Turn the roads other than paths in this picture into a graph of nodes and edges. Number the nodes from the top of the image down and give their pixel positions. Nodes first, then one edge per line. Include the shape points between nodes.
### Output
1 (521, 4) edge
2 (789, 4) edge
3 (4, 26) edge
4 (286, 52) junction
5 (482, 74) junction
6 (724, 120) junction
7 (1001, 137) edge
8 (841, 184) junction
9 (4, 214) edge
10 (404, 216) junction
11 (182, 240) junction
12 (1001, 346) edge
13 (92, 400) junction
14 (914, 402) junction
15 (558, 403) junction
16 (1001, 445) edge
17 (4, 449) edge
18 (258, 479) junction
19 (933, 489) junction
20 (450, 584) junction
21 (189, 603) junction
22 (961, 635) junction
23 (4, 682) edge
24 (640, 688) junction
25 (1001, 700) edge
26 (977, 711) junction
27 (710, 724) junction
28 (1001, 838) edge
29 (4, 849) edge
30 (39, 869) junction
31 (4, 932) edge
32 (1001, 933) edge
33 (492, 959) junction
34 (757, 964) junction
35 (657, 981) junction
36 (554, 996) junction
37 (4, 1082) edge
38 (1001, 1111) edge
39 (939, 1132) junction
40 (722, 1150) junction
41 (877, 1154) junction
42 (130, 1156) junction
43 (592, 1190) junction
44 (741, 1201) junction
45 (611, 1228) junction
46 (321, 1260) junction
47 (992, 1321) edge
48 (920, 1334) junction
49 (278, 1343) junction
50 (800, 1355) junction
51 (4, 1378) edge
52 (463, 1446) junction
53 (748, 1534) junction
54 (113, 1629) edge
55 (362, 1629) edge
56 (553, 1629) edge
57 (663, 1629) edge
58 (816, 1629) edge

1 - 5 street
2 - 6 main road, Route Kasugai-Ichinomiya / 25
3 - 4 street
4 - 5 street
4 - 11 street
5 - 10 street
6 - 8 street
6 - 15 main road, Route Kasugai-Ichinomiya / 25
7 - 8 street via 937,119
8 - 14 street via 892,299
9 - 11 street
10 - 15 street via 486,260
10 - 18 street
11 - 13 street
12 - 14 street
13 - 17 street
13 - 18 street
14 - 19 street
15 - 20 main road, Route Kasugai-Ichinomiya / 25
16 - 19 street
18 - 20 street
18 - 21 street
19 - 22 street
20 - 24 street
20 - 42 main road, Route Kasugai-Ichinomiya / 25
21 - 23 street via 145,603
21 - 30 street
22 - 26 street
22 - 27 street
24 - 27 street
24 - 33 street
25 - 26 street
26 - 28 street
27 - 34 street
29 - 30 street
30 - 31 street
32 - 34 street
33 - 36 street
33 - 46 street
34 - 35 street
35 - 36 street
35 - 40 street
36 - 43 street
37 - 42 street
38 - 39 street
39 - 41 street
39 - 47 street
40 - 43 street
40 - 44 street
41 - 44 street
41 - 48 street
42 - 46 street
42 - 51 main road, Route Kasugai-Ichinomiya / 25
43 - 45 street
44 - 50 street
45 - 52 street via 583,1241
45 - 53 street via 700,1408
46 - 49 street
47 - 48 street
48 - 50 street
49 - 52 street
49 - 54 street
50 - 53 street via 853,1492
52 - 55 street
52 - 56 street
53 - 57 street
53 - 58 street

.....

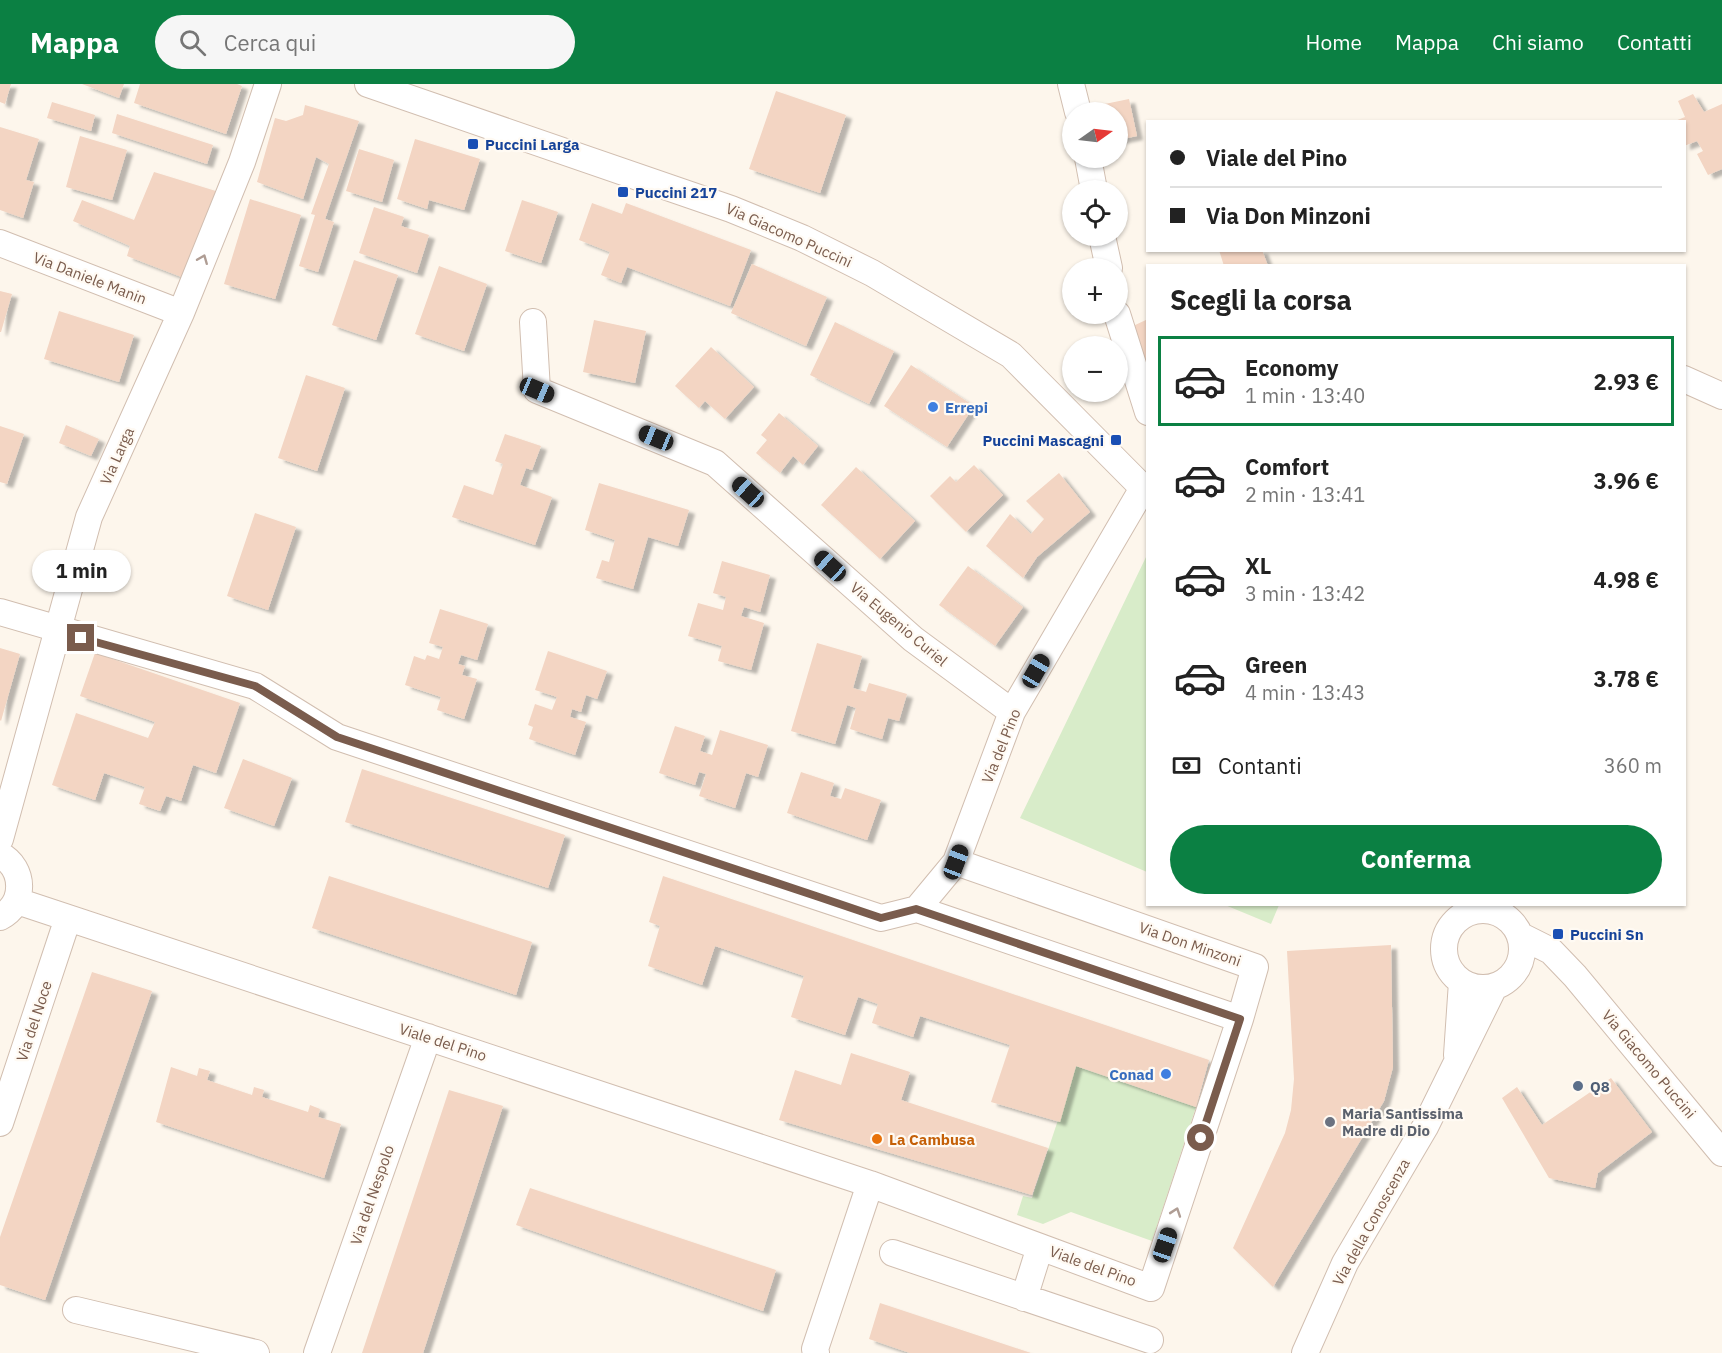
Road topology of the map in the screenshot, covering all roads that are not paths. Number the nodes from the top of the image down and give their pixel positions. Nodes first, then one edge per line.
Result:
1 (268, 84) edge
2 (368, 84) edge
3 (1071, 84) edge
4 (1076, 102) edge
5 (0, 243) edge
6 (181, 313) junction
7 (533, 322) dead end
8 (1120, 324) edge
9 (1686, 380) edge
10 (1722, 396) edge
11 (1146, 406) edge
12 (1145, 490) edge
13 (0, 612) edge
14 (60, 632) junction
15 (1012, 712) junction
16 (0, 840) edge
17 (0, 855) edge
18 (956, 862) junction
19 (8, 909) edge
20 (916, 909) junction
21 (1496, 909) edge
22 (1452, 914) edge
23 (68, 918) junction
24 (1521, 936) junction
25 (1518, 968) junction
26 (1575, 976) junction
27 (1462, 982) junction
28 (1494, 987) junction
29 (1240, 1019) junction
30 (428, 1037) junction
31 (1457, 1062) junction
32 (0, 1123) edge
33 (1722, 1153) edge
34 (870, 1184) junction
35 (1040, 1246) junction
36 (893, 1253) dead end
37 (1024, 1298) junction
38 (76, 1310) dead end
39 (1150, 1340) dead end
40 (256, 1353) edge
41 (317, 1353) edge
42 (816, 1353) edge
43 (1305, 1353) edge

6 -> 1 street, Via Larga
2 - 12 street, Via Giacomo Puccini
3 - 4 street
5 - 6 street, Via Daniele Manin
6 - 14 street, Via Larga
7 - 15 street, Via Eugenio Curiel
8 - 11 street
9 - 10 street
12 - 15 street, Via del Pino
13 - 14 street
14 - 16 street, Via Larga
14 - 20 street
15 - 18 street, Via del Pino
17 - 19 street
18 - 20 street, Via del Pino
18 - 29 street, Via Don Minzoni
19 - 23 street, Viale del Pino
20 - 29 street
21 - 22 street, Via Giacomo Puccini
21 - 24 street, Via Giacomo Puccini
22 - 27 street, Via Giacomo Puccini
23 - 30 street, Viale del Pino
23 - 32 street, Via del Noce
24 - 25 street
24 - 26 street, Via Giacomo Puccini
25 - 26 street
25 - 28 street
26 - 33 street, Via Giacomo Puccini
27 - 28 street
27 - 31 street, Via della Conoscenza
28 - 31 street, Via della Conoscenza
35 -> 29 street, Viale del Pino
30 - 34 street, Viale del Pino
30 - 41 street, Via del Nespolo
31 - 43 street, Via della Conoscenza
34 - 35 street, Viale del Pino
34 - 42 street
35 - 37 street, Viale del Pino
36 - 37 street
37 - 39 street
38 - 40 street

.....

• EXERCISE GOAL
Apply a filter to the listing above so that only lines with "Giacomo" are kept, and copy those lines.

• RESULT
2 - 12 street, Via Giacomo Puccini
21 - 22 street, Via Giacomo Puccini
21 - 24 street, Via Giacomo Puccini
22 - 27 street, Via Giacomo Puccini
24 - 26 street, Via Giacomo Puccini
26 - 33 street, Via Giacomo Puccini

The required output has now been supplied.